[New-ITS] Node counts
Robert Worden
Robert.Worden at Charteris.com
Thu Aug 31 17:50:05 BST 2006
David -
Just to clarify what I have counted, because we seem to have got wires
crossed on factors of 10.
The things I am counting are distinct nodes in a message definition, not
allowing repeats of nodes or self-nesting. Put another way, I am
counting distinct XPaths in the message definition, short of
self-nesting. Inasmuch as each XPath is a name for a set of nodes, that
is sort-of counting the names of nodes in the message.

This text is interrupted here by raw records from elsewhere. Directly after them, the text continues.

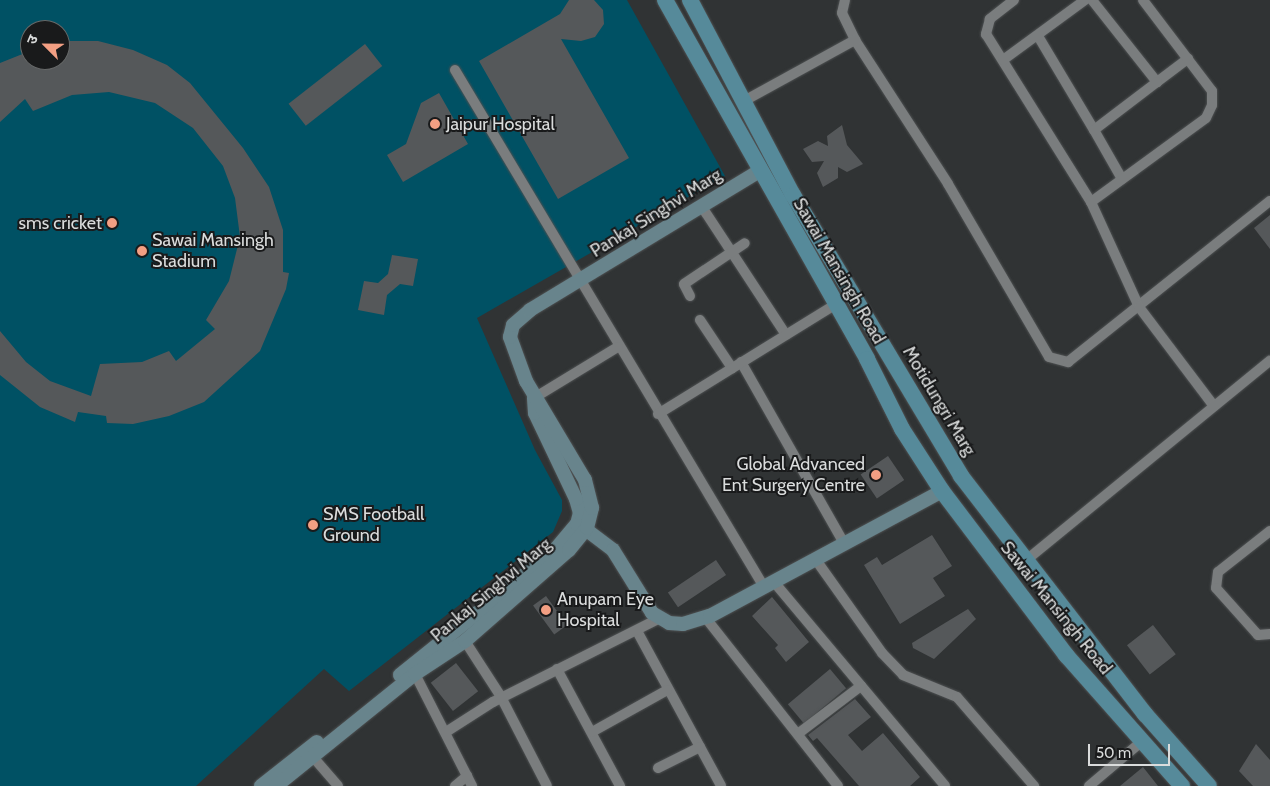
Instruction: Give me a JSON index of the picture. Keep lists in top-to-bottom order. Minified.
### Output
{"streets":{"main road":["Sawai Mansingh Road","Motidungri Marg"],"street":["Pankaj Singhvi Marg"]},"crossings":[["Pankaj Singhvi Marg","Sawai Mansingh Road"]],"places":["Jaipur Hospital","sms cricket","Sawai Mansingh Stadium","Global Advanced Ent Surgery Centre","SMS Football Ground","Anupam Eye Hospital"],"scale_bar":"50 m","north":"top left"}
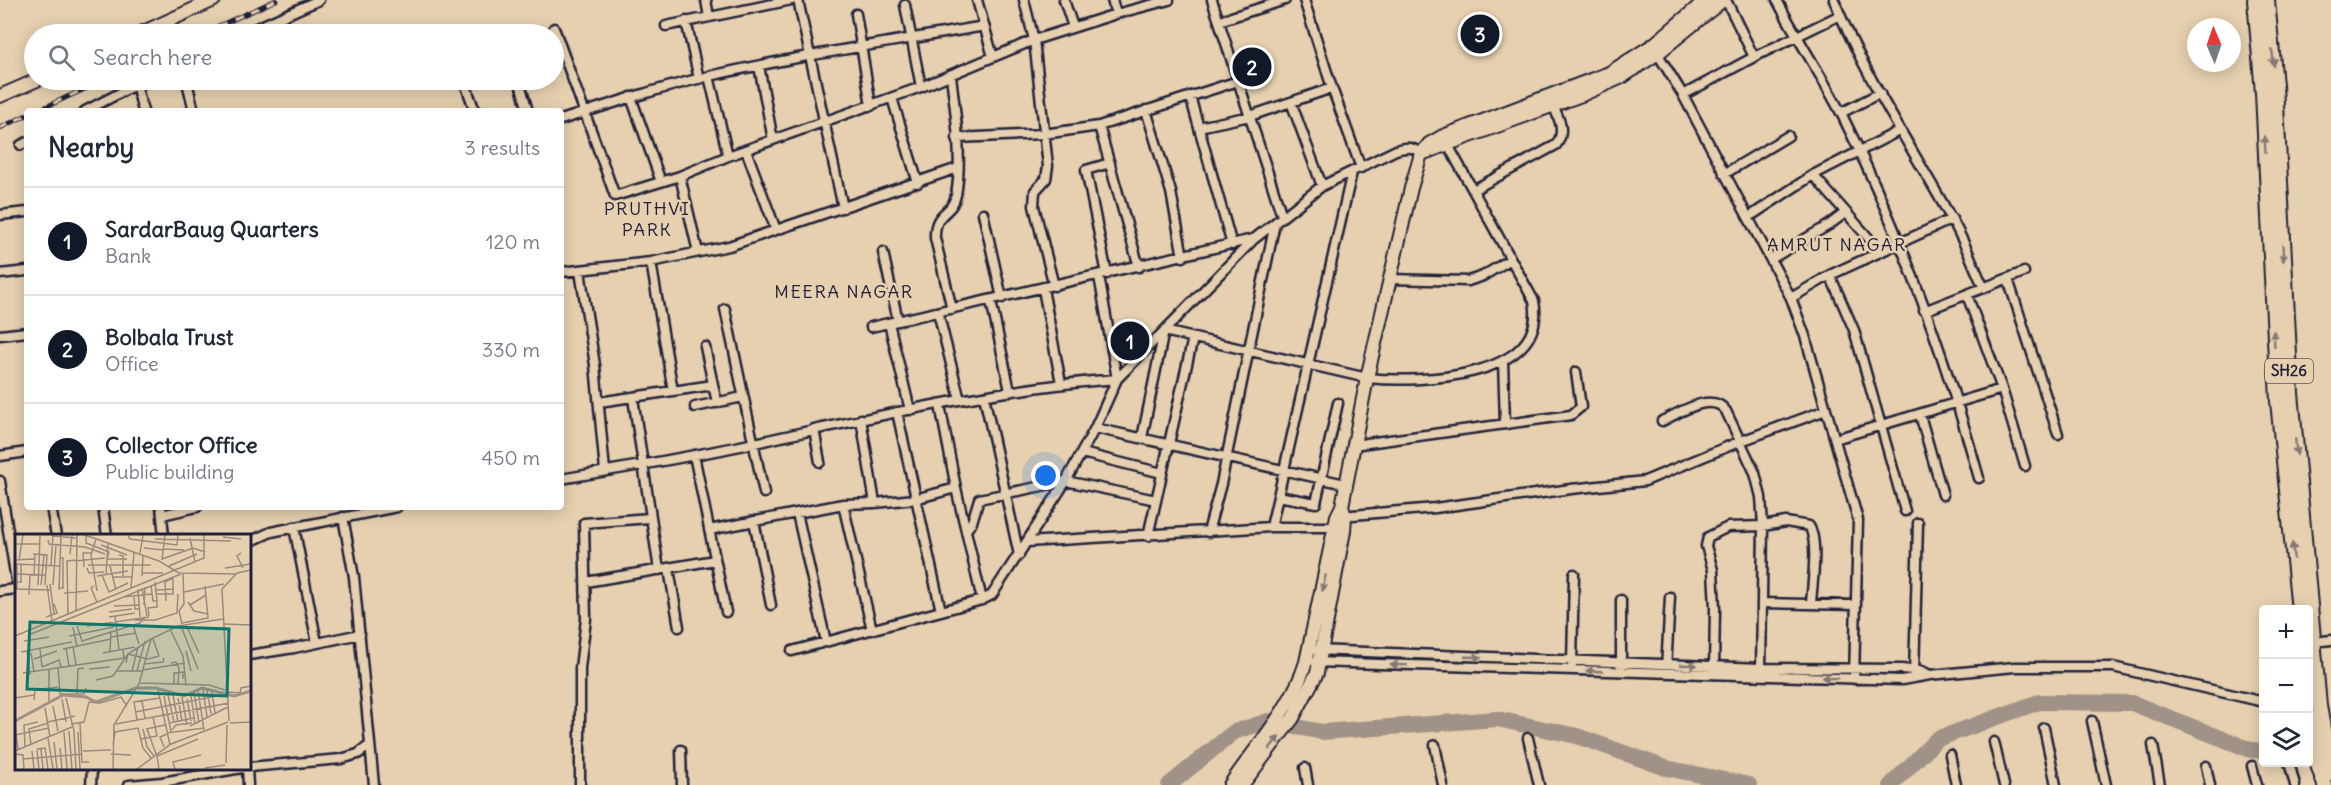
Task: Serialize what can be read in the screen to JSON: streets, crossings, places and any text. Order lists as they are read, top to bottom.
{
  "streets": {
    "main road": ["SH26"]
  },
  "districts": ["PRUTHVI PARK", "AMRUT NAGAR", "MEERA NAGAR"],
  "north": "top",
  "page": {
    "pins": ["3", "2", "1"],
    "search": "Search here",
    "heading": ["Nearby", "3 results"],
    "list": [
      {
        "mark": "1",
        "name": "SardarBaug Quarters",
        "note": "Bank",
        "value": "120 m"
      },
      {
        "mark": "2",
        "name": "Bolbala Trust",
        "note": "Office",
        "value": "330 m"
      },
      {
        "mark": "3",
        "name": "Collector Office",
        "note": "Public building",
        "value": "450 m"
      }
    ],
    "map_buttons": ["+", "−"]
  }
}
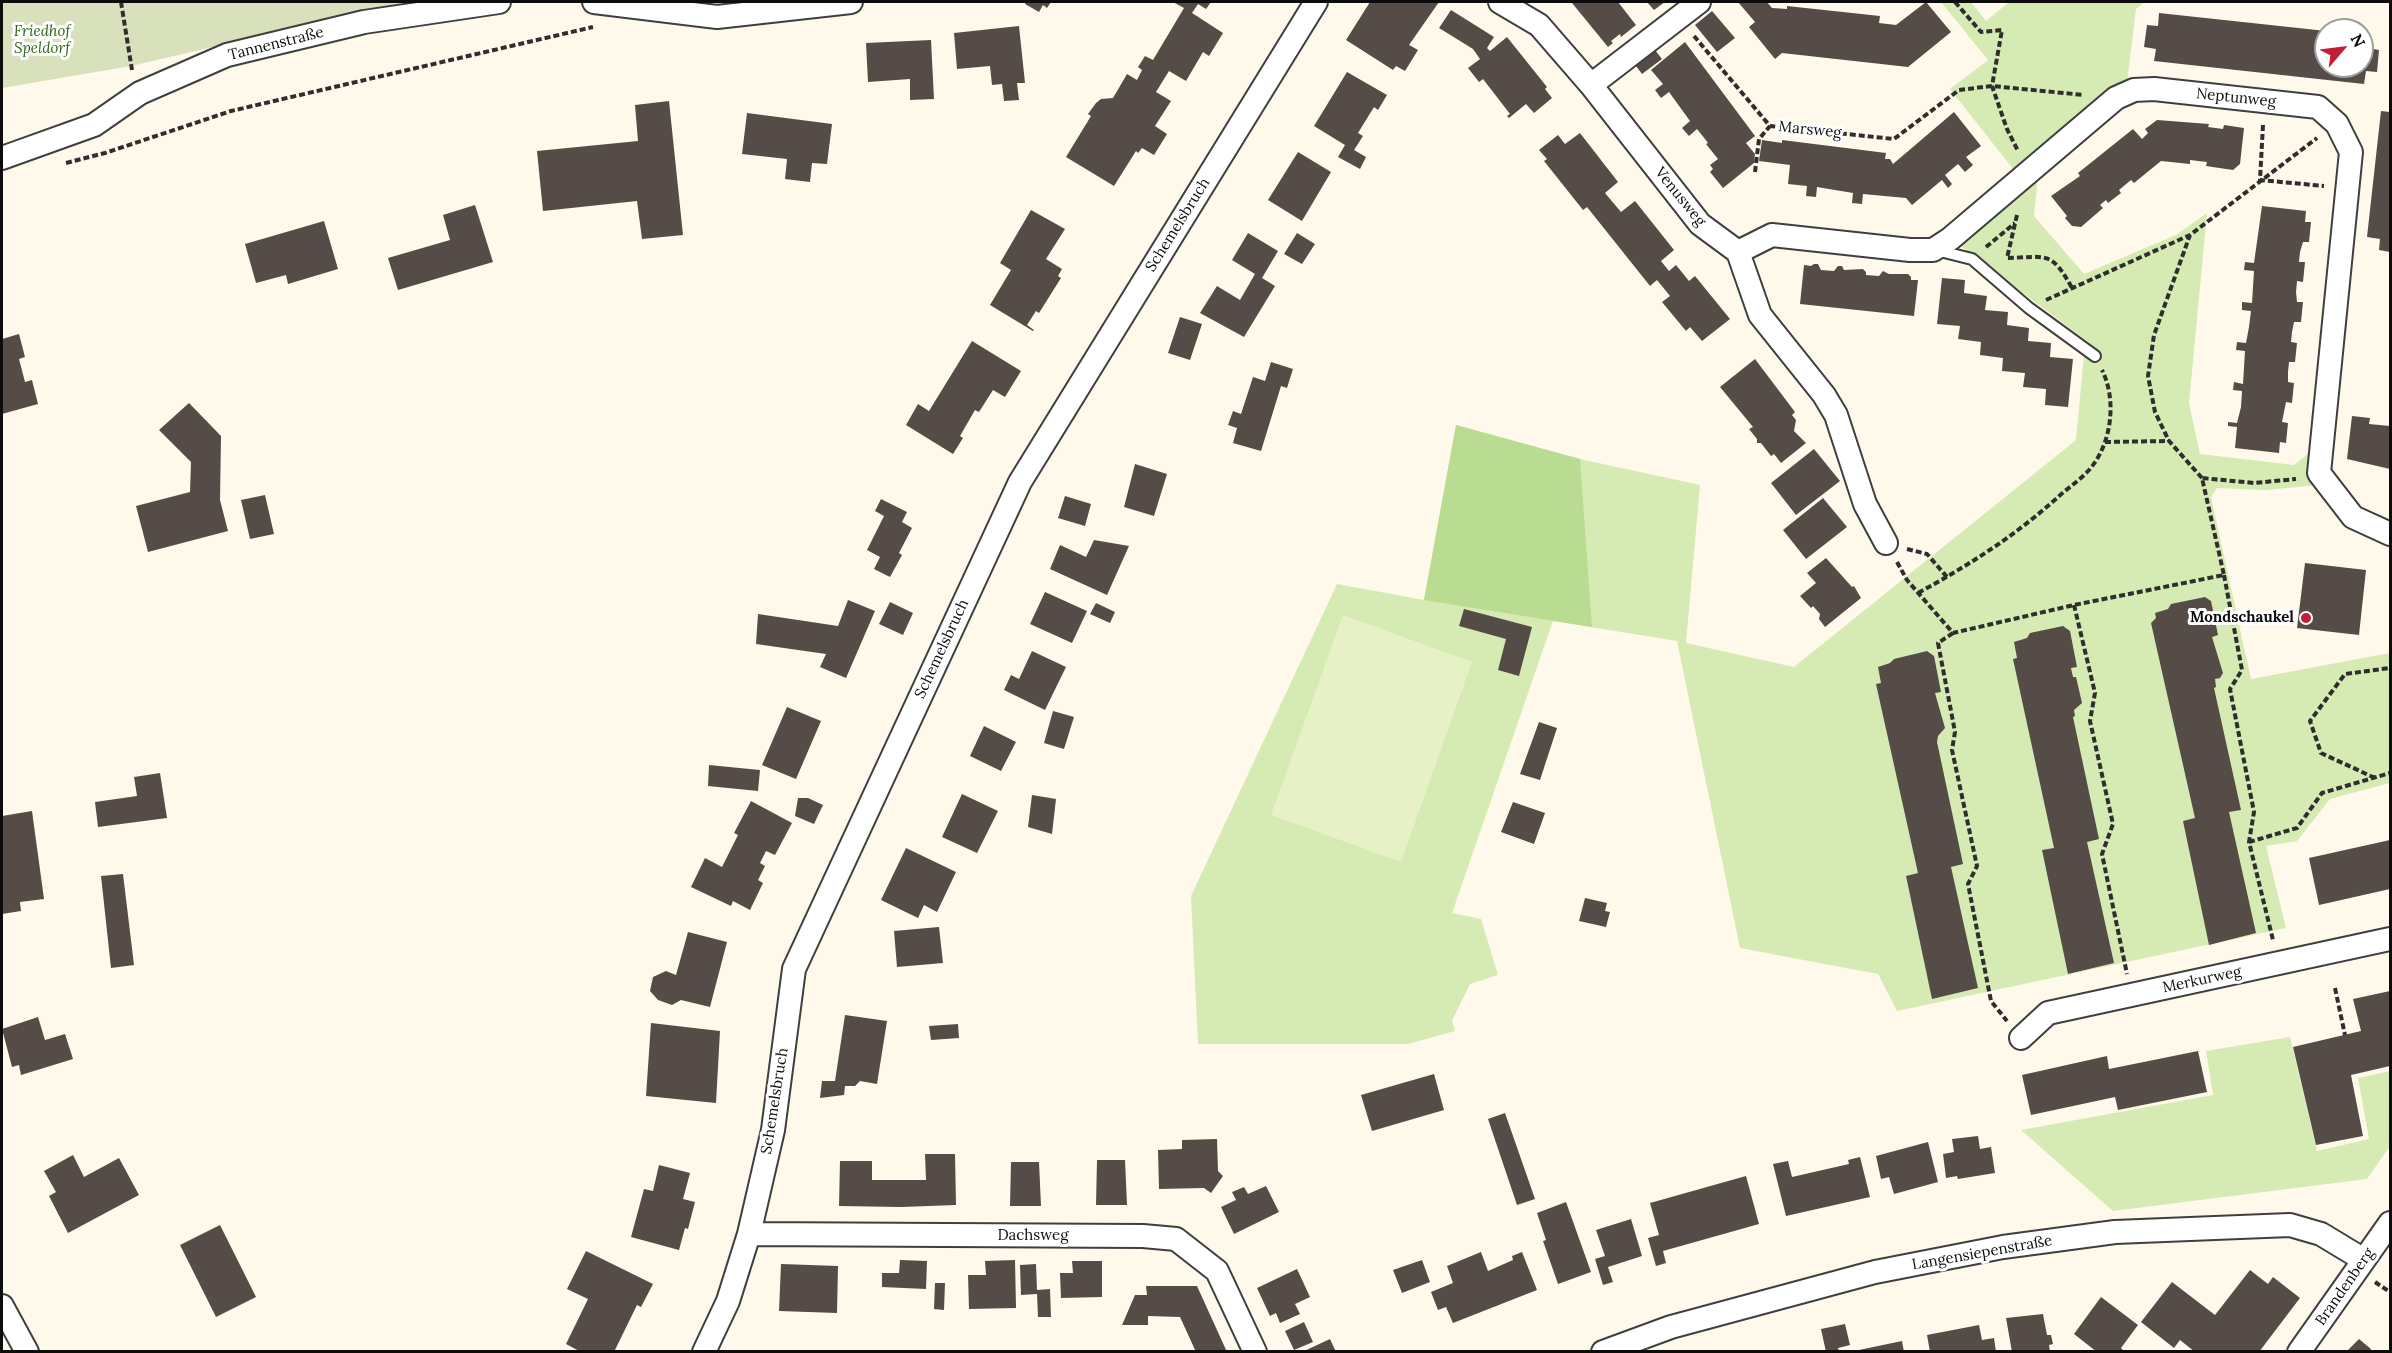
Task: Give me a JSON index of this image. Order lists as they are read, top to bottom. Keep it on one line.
{"streets":{"street":["Tannenstraße","Neptunweg","Venusweg","Schemelsbruch","Merkurweg","Dachsweg","Langensiepenstraße","Brandenberg"],"path":["Marsweg"]},"crossings":[["Neptunweg","Marsweg"],["Schemelsbruch","Dachsweg"],["Langensiepenstraße","Brandenberg"]],"parks":["Friedhof Speldorf"],"places":["Mondschaukel"],"north":"top right"}
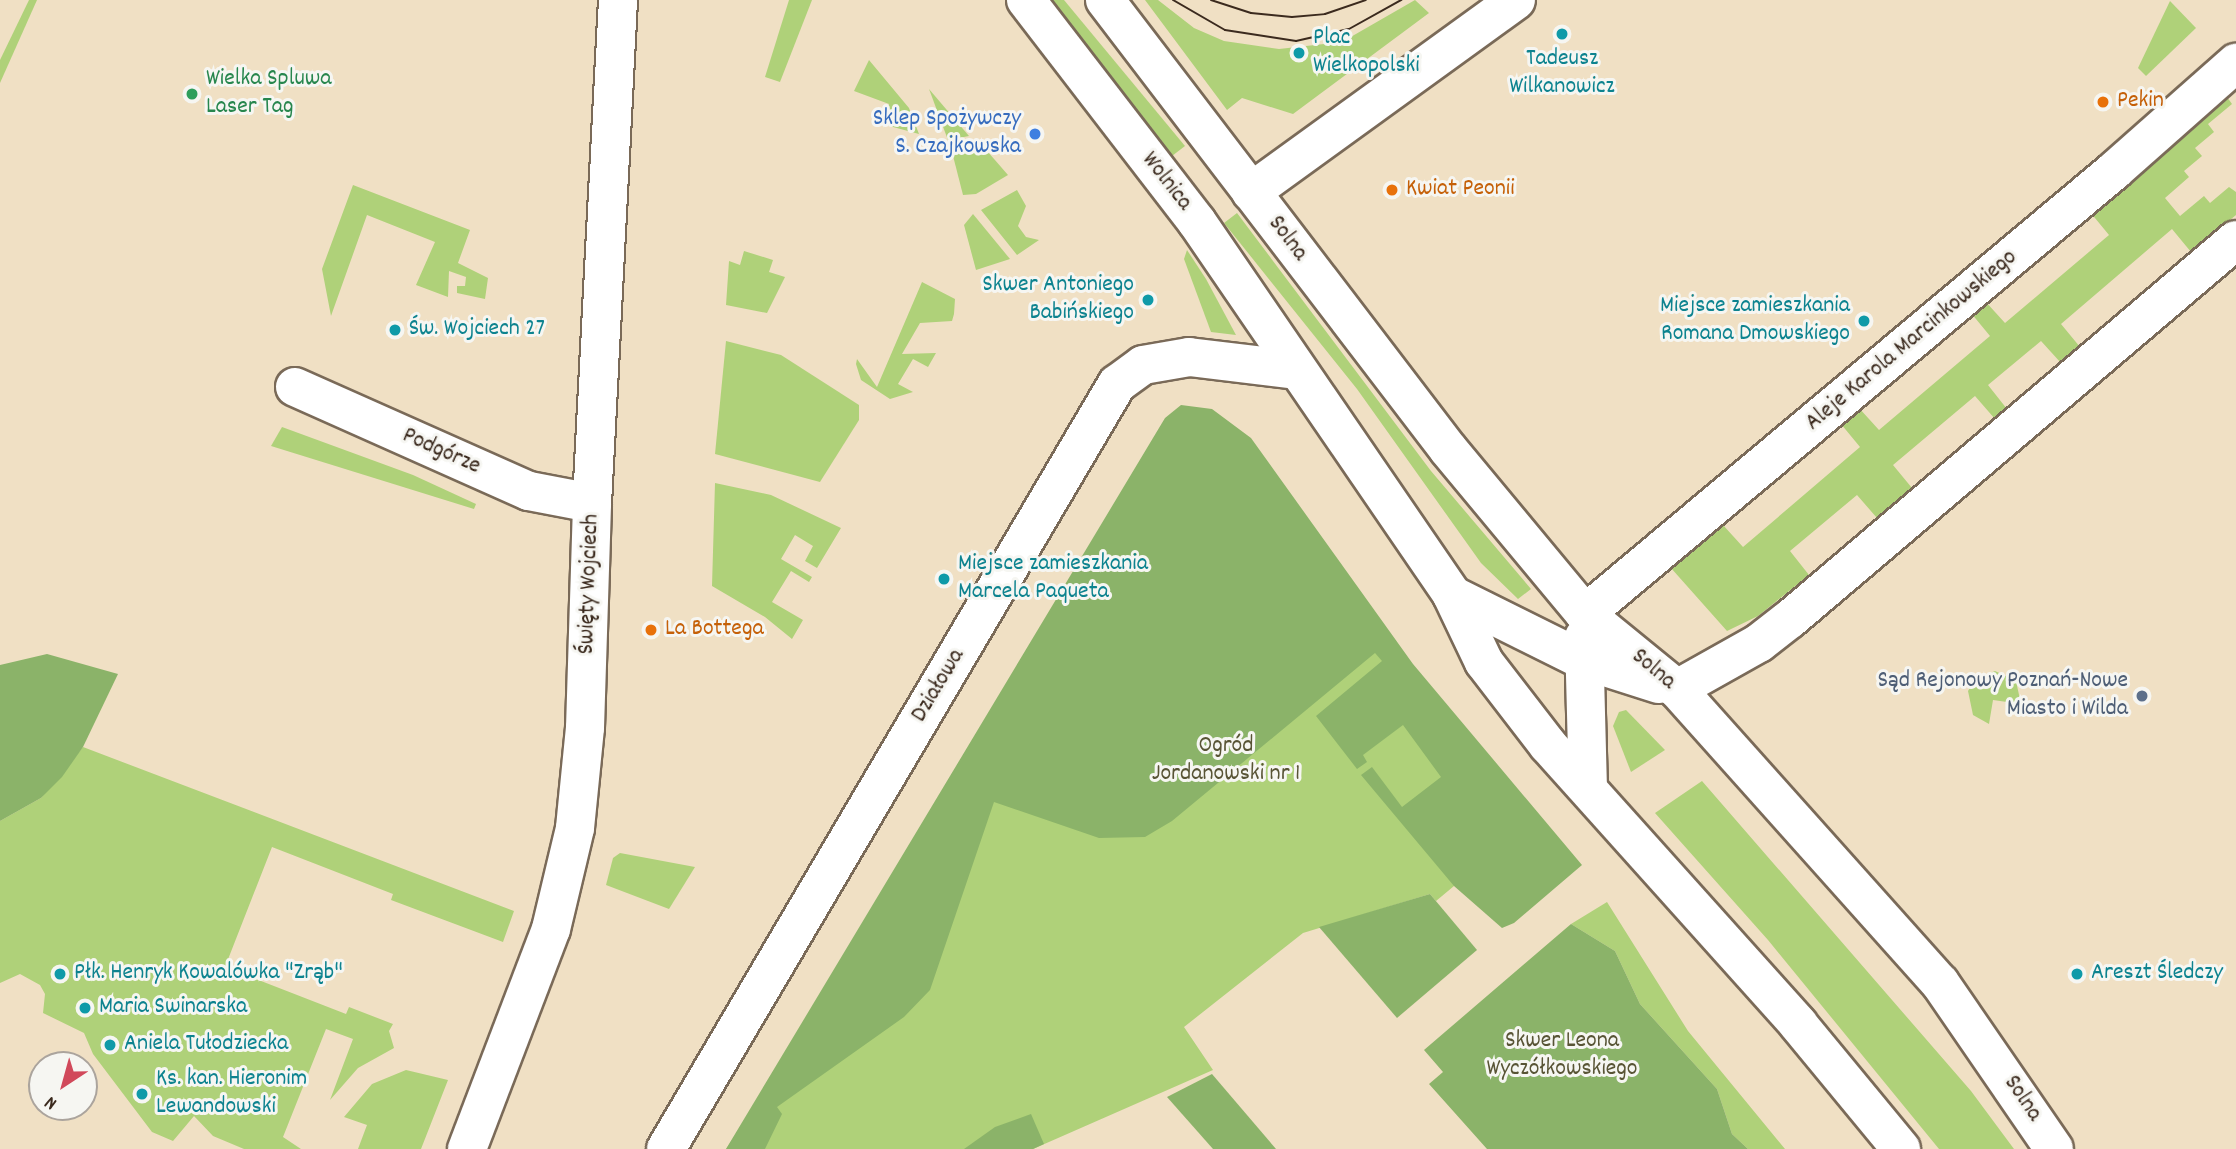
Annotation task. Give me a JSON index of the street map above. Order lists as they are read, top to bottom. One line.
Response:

I made these counts in two ways:
1. going right down to leaf nodes of the XML
2. stopping at V3 data type nodes, counting each V3 data type top
node as 1.
Doing this for a couple of messages, I got:
- PA 'new person' - 1100 XPaths down to data type nodes, 77000 nodes
down to leaves
- Lab 'observation request' 65,000 XPaths down to data type nodes, 4.4
million down to leaves.
So the 65,000 is not 10% of anything - sorry to have misled you. BTW the
lab number only includes 1 of the 4 choices at the top.
For both messages, the average multiplier from data type nodes to leaves
is 70. This is dominated by a few large data types which have large
counts on leaf nodes:
type: PQ; count: 175
type: IVL_TS; count: 548
type: AD; count: 135
type: PN; count: 592
type: CV; count: 129
type: CR; count: 213
type: ON; count: 576
type: CE; count: 383
type: CD; count: 129
type: PQR; count: 171
type: EN; count: 592
When you weight these by occurrences, there are a few main culprits: Out
of the 4.4 million leaf nodes in the lab message:
type: ON; count: 315072
type: II; count: 108030
type: CE; count: 1657241
type: IVL_TS; count: 980920
type: AD; count: 238545
type: EN; count: 873792
Now I guess the big data types are almost never nearly 500 nodes in
instances, and simplified versions can be learned by developers for use
in 99% of cases; so the huge numbers of leaves (average 70 per data
type) does not worry me too much. But 65,000 separate XPaths in one
message, before you get down to data types, does worry me.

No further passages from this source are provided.